A Small Business Survival Guide

Marketing and the Presidential Election

For those that are familiar with me, I tend to have a winner-take-all approach to marketing. Not that I play dirty, but I do play to win. The marketplace is crowded and it takes an all-or-nothing approach to cut through the noise and make your audience pay attention to your message.

In my experience, the only thing more ruthless than business is politics and this campaign was an excellent case study in Ruthless Marketing. No matter what your political affilliation is, or who you voted for, there are some key lessons that can be learned from the process and most importantly, from the winner. While there are several, I'll only list 3 main ones here...

Lesson #1 - Find your message and stay on it.

From the beginning, Obama ran as the "change" candidate. He ran on that message all the way to the White House. But more than being catchy, it followed two basic branding rules (1) your brand should be a reflection of who you are, not who you want to be and (2) use your competitive advantage as your main brand leverage point, especially if you can use it to mitigate a potential weakness.

His resume wasn't as long as his opponents and that could have been a disadvantage, but he obviously had some savvy MarCom people working for him and they used his youth and short resume and positioned it as an advantage in a marketplace tired of the "old." This is a great tip for startups in a market with older, more established names. The disadvantage of being new is that you don't have an established history. The advantage is that you don't have an established history. You're starting with a clean slate, and no negative marks on your record. No disgruntled customers or bad service experiences. Use that to your advantage and let it differentiate yourself from the competition.

Lesson #2 - Always sell to your strengths, not the competition's weaknesses.

This is a basic sales strategy that was played out on a grand scale in the election and you can see the results. Obama's campaign focused wisely on their core strengths (for the most part), and used those as contrast points, without specifically tearing down the competition. The assumption was that the audience already knew the competition's negatives, so by making simple benefit statements, the comparison and contrast would be understood.

Conversely, the McCain campaign focused almost exclusively on Obama's percieved weaknesses. In a sales scenario, this is one of the first things they tell you NOT to do. It diminishes your credibility with the customer if you spend the whole time running down the competition. If you want to position yourself against a competitor, do some research and find out what the common negative perceptions of the competitor are. Then create a marketing message that positions you as an implied contrast, without addressing the negative directly.

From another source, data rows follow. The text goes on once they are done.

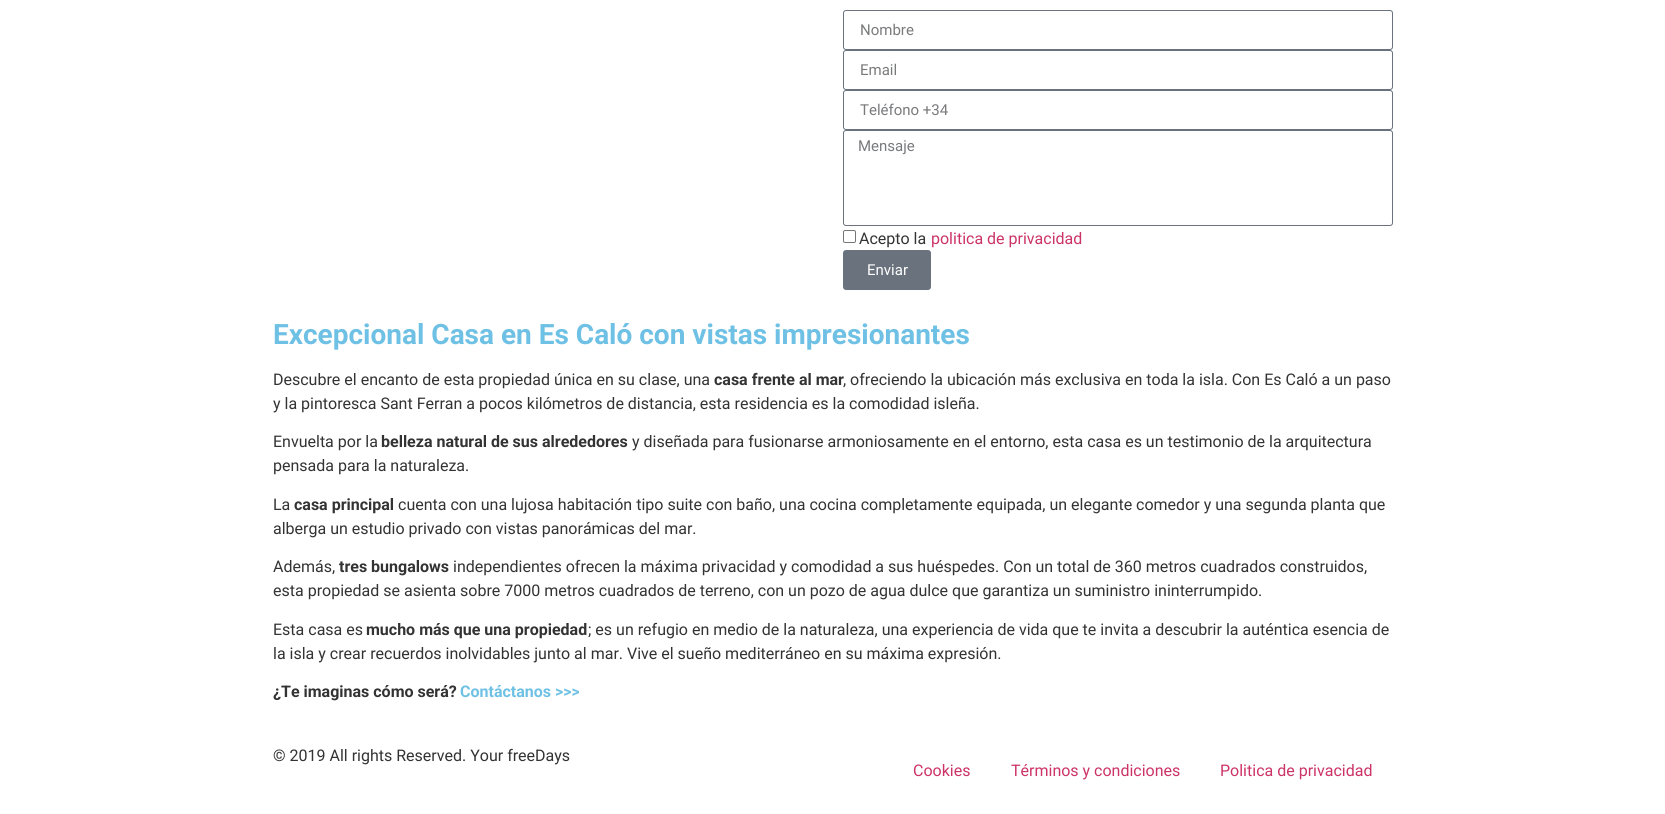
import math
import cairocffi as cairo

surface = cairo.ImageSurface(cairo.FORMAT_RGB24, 1665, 814)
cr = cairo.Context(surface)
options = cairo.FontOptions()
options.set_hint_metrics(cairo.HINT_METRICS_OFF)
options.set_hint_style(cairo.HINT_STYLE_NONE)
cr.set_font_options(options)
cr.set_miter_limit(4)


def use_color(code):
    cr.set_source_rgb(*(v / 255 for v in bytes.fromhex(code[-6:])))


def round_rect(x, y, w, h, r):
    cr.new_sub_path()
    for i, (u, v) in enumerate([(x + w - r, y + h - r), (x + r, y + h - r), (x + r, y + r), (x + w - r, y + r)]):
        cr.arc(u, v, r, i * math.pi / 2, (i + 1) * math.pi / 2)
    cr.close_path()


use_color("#ffffff")
cr.paint()
round_rect(843.5, 10.5, 549, 39, 2.5)
use_color("#69727d")
cr.set_line_width(1)
cr.stroke()
cr.select_font_face("Roboto")
cr.set_font_size(15)
use_color("#797a7c")
cr.move_to(860, 35)
cr.show_text("Nombre")
round_rect(843.5, 50.5, 549, 39, 2.5)
use_color("#69727d")
cr.stroke()
use_color("#797a7c")
cr.move_to(860, 75)
cr.show_text("Email")
round_rect(843.5, 90.5, 549, 39, 2.5)
use_color("#69727d")
cr.stroke()
use_color("#797a7c")
cr.move_to(860, 115)
cr.show_text("Teléfono +34")
round_rect(843.5, 130.5, 549, 95, 2.5)
use_color("#69727d")
cr.stroke()
use_color("#797a7c")
cr.move_to(858, 151)
cr.show_text("Mensaje")
round_rect(843.5, 230.5, 12, 12, 1.5)
use_color("#767676")
cr.stroke()
cr.set_font_size(16)
use_color("#333333")
cr.move_to(859, 244)
cr.show_text("Acepto la")
use_color("#cc3366")
cr.move_to(931, 244)
cr.show_text("politica de privacidad")
use_color("#69727d")
round_rect(843, 250, 88, 40, 3)
cr.fill()
cr.set_font_size(15)
use_color("#ffffff")
cr.move_to(867, 275)
cr.show_text("Enviar")
cr.select_font_face("Roboto", cairo.FONT_SLANT_NORMAL, cairo.FONT_WEIGHT_BOLD)
cr.set_font_size(28)
use_color("#6ec1e4")
cr.move_to(273, 344)
cr.show_text("Excepcional Casa en Es Caló con vistas impresionantes")
cr.select_font_face("Roboto")
cr.set_font_size(16)
use_color("#333333")
cr.move_to(273, 385)
cr.show_text("Descubre el encanto de esta propiedad única en su clase, una")
cr.select_font_face("Roboto", cairo.FONT_SLANT_NORMAL, cairo.FONT_WEIGHT_BOLD)
cr.move_to(714, 385)
cr.show_text("casa frente al mar")
cr.select_font_face("Roboto")
cr.move_to(843, 385)
cr.show_text(", ofreciendo la ubicación más exclusiva en toda la isla. Con Es Caló a un paso")
cr.move_to(273, 409)
cr.show_text("y la pintoresca Sant Ferran a pocos kilómetros de distancia, esta residencia es la comodidad isleña.")
cr.move_to(273, 447)
cr.show_text("Envuelta por la")
cr.select_font_face("Roboto", cairo.FONT_SLANT_NORMAL, cairo.FONT_WEIGHT_BOLD)
cr.move_to(381, 447)
cr.show_text("belleza natural de sus alrededores")
cr.select_font_face("Roboto")
cr.move_to(632, 447)
cr.show_text("y diseñada para fusionarse armoniosamente en el entorno, esta casa es un testimonio de la arquitectura")
cr.move_to(273, 471)
cr.show_text("pensada para la naturaleza.")
cr.move_to(273, 510)
cr.show_text("La")
cr.select_font_face("Roboto", cairo.FONT_SLANT_NORMAL, cairo.FONT_WEIGHT_BOLD)
cr.move_to(294, 510)
cr.show_text("casa principal")
cr.select_font_face("Roboto")
cr.move_to(398, 510)
cr.show_text("cuenta con una lujosa habitación tipo suite con baño, una cocina completamente equipada, un elegante comedor y una segunda planta que")
cr.move_to(273, 534)
cr.show_text("alberga un estudio privado con vistas panorámicas del mar.")
cr.move_to(273, 572)
cr.show_text("Además,")
cr.select_font_face("Roboto", cairo.FONT_SLANT_NORMAL, cairo.FONT_WEIGHT_BOLD)
cr.move_to(339, 572)
cr.show_text("tres bungalows")
cr.select_font_face("Roboto")
cr.move_to(453, 572)
cr.show_text("independientes ofrecen la máxima privacidad y comodidad a sus huéspedes. Con un total de 360 metros cuadrados construidos,")
cr.move_to(273, 596)
cr.show_text("esta propiedad se asienta sobre 7000 metros cuadrados de terreno, con un pozo de agua dulce que garantiza un suministro ininterrumpido.")
cr.move_to(273, 635)
cr.show_text("Esta casa es")
cr.select_font_face("Roboto", cairo.FONT_SLANT_NORMAL, cairo.FONT_WEIGHT_BOLD)
cr.move_to(366, 635)
cr.show_text("mucho más que una propiedad")
cr.select_font_face("Roboto")
cr.move_to(588, 635)
cr.show_text("; es un refugio en medio de la naturaleza, una experiencia de vida que te invita a descubrir la auténtica esencia de")
cr.move_to(273, 659)
cr.show_text("la isla y crear recuerdos inolvidables junto al mar. Vive el sueño mediterráneo en su máxima expresión.")
cr.select_font_face("Roboto", cairo.FONT_SLANT_NORMAL, cairo.FONT_WEIGHT_BOLD)
cr.move_to(273, 697)
cr.show_text("¿Te imaginas cómo será?")
use_color("#6ec1e4")
cr.move_to(460, 697)
cr.show_text("Contáctanos >>>")
cr.select_font_face("Roboto")
use_color("#333333")
cr.move_to(273, 761)
cr.show_text("© 2019 All rights Reserved. Your freeDays")
use_color("#cc3366")
cr.move_to(913, 776)
cr.show_text("Cookies")
cr.move_to(1011, 776)
cr.show_text("Términos y condiciones")
cr.move_to(1220, 776)
cr.show_text("Politica de privacidad")
surface.write_to_png("result.png")
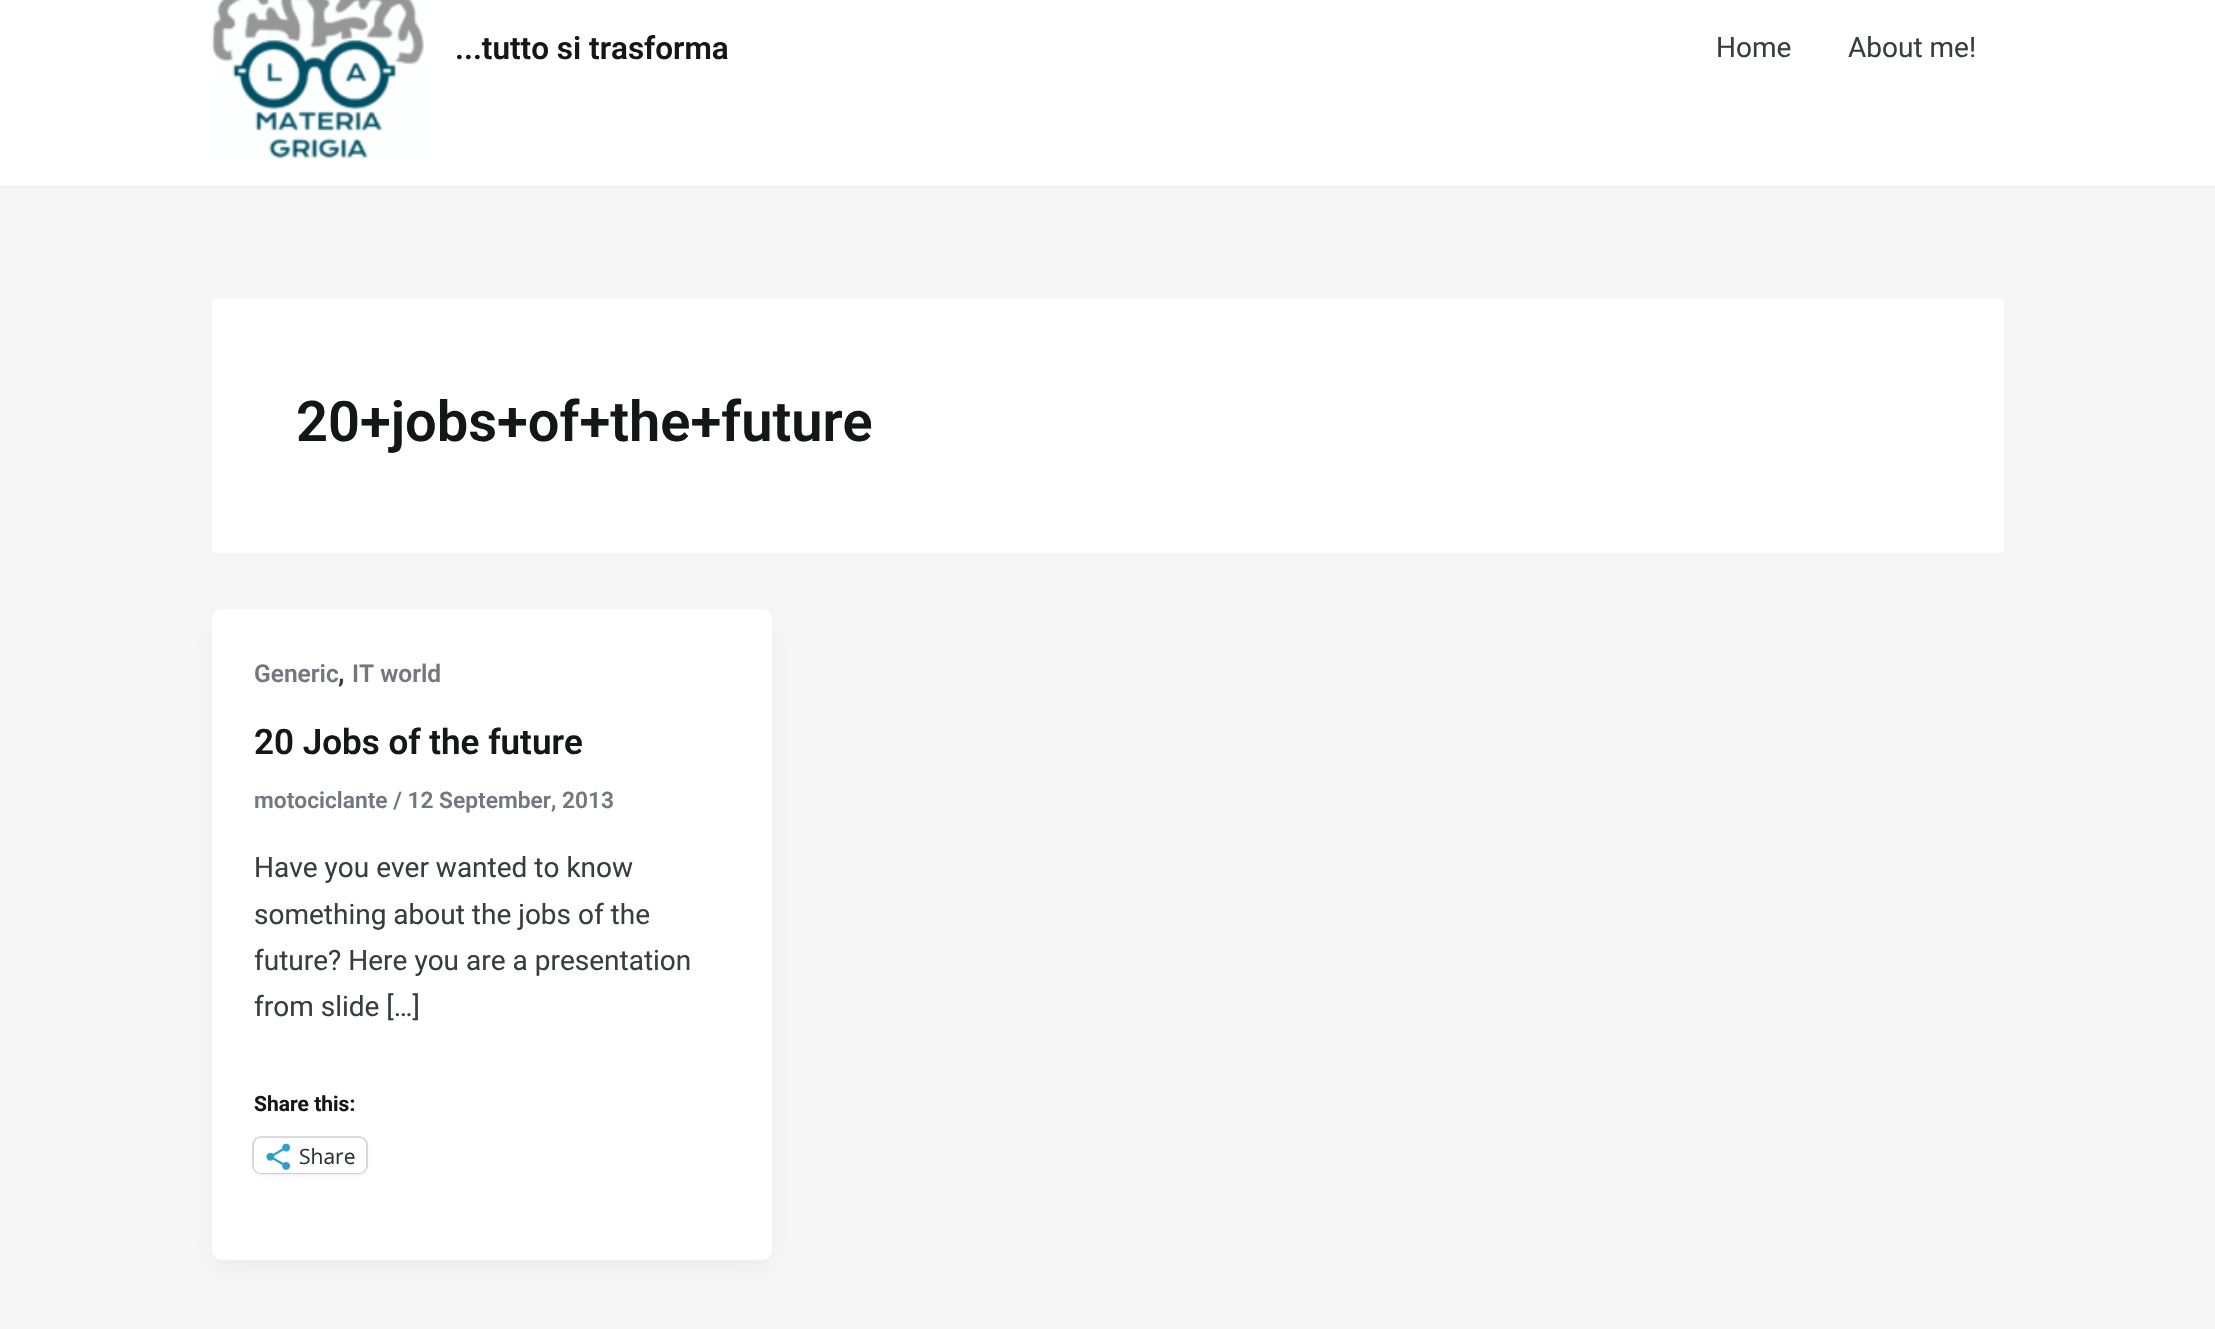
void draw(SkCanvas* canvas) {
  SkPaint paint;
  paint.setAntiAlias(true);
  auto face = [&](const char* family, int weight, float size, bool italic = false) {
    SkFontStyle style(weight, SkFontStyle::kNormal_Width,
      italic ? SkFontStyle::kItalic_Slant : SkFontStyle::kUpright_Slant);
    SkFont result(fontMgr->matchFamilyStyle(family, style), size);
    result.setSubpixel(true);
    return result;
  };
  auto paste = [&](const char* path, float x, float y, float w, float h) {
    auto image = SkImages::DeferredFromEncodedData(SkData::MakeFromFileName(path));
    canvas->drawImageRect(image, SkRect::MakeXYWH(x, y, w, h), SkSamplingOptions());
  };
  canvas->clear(0xfff6f6f6);
  paint.setColor(0xffffffff);
  canvas->drawRect(SkRect::MakeXYWH(0, 0, 2215, 186), paint);
  paint.setColor(0xfff1f0f0);
  canvas->drawRect(SkRect::MakeXYWH(0, 186, 2215, 2), paint);
  paste("img/1.png", 211, 0, 213, 158);
  paint.setColor(0xffffffff);
  canvas->drawRect(SkRect::MakeXYWH(212, 299, 1792, 254), paint);
  paint.setColor(0x0d101828);
  paint.setMaskFilter(SkMaskFilter::MakeBlur(kNormal_SkBlurStyle, 13));
  canvas->drawRoundRect(SkRect::MakeXYWH(215, 623, 553, 644), 7, 7, paint);
  paint.setMaskFilter(nullptr);
  paint.setColor(0xffffffff);
  canvas->drawRoundRect(SkRect::MakeXYWH(212, 609, 560, 651), 11, 11, paint);
  paint.setStroke(true);
  paint.setStrokeWidth(2);
  paint.setColor(0xffe0e0e0);
  canvas->drawRoundRect(SkRect::MakeXYWH(253, 1137, 114, 36), 8, 8, paint);
  paint.setStroke(false);
  paint.setColor(0x1f000000);
  paint.setMaskFilter(SkMaskFilter::MakeBlur(kNormal_SkBlurStyle, 2));
  canvas->drawRoundRect(SkRect::MakeXYWH(254, 1139, 112, 35), 7, 7, paint);
  paint.setMaskFilter(nullptr);
  paint.setColor(0xffffffff);
  canvas->drawRoundRect(SkRect::MakeXYWH(254, 1138, 112, 35), 7, 7, paint);
  paste("img/2.png", 266, 1143, 25, 27);
  auto f0 = face("Roboto", 600, 31.5f);
  paint.setColor(0xff151616);
  canvas->drawString("...tutto si trasforma", 455, 59, f0, paint);
  auto f1 = face("Roboto", 400, 28);
  paint.setColor(0xff393c40);
  canvas->drawString("Home", 1716, 57, f1, paint);
  canvas->drawString("About me!", 1848, 57, f1, paint);
  auto f2 = face("Roboto", 600, 56);
  paint.setColor(0xff151616);
  canvas->drawString("20+jobs+of+the+future", 296, 441, f2, paint);
  auto f3 = face("Roboto", 600, 24.5f);
  paint.setColor(0xff737880);
  canvas->drawString("Generic", 254, 682, f3, paint);
  auto f4 = face("Roboto", 600, 28);
  paint.setColor(0xff393c40);
  canvas->drawString(",", 338, 682, f4, paint);
  paint.setColor(0xff737880);
  canvas->drawString("IT world", 352, 682, f3, paint);
  auto f5 = face("Roboto", 600, 35);
  paint.setColor(0xff151616);
  canvas->drawString("20 Jobs of the future", 254, 754, f5, paint);
  auto f6 = face("Roboto", 600, 22.75f);
  paint.setColor(0xff737880);
  canvas->drawString("motociclante / 12 September, 2013", 254, 808, f6, paint);
  paint.setColor(0xff393c40);
  {
    const struct { const char* s; float x, y; } items[] = {
      {"Have you ever wanted to know", 254, 877},
      {"something about the jobs of the", 254, 924},
      {"future? Here you are a presentation", 254, 970},
      {"from slide […]", 254, 1016},
    };
    for (auto [s, x, y] : items) {
      canvas->drawString(s, x, y, f1, paint);
    }
  }
  auto f7 = face("Roboto", 700, 21);
  paint.setColor(0xff151616);
  canvas->drawString("Share this:", 254, 1111, f7, paint);
  auto f8 = face("Open Sans", 400, 21);
  paint.setColor(0xff2c3338);
  canvas->drawString("Share", 299, 1164, f8, paint);
}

A great real-world example is Visa's "everywhere you want to be." The perception of MasterCard or Discover is that they're not accepted in as many places as Visa. Rather than say that explicitly, they use a simple statement that defines their advantage over the competition's percieved weakness.

Lesson #3 - Operationalize your brand

What does that mean? It means that your brand, in order to be effective, has to be reflected throughout your organization. Not just in your logo or your tagline, but in the way the phones are answered an in the way your sales staff sells. It's in your billing and collection practices as well as your customer service procedure. It should show up in the entire operation of your business and every employee should know it, understand it, believe it, and exemplify it.

Every campaign had surrogates, but the Obama campaign's surrogates seemed to have the same script wherever they went, and it was the same script that Obama had. Their message remained consistent from the senior level, to the volunteer level. They had several checks and balances built into their organizational structure designed to keep every aspect of the campaign on-message.

Your brand should be seen and felt throughout your organization. This allows for consistent communication of your brand to every customer, every time. Without that consistency you won't be successful in establishing penetration for your brand.

There are lots of other great lessons to be gleaned from the election cycle. Let me know if you agree or what others you might have noticed.

1 people have left comments

Joyce said:

excellent. looking forward to other marketing parallels from this election cycle.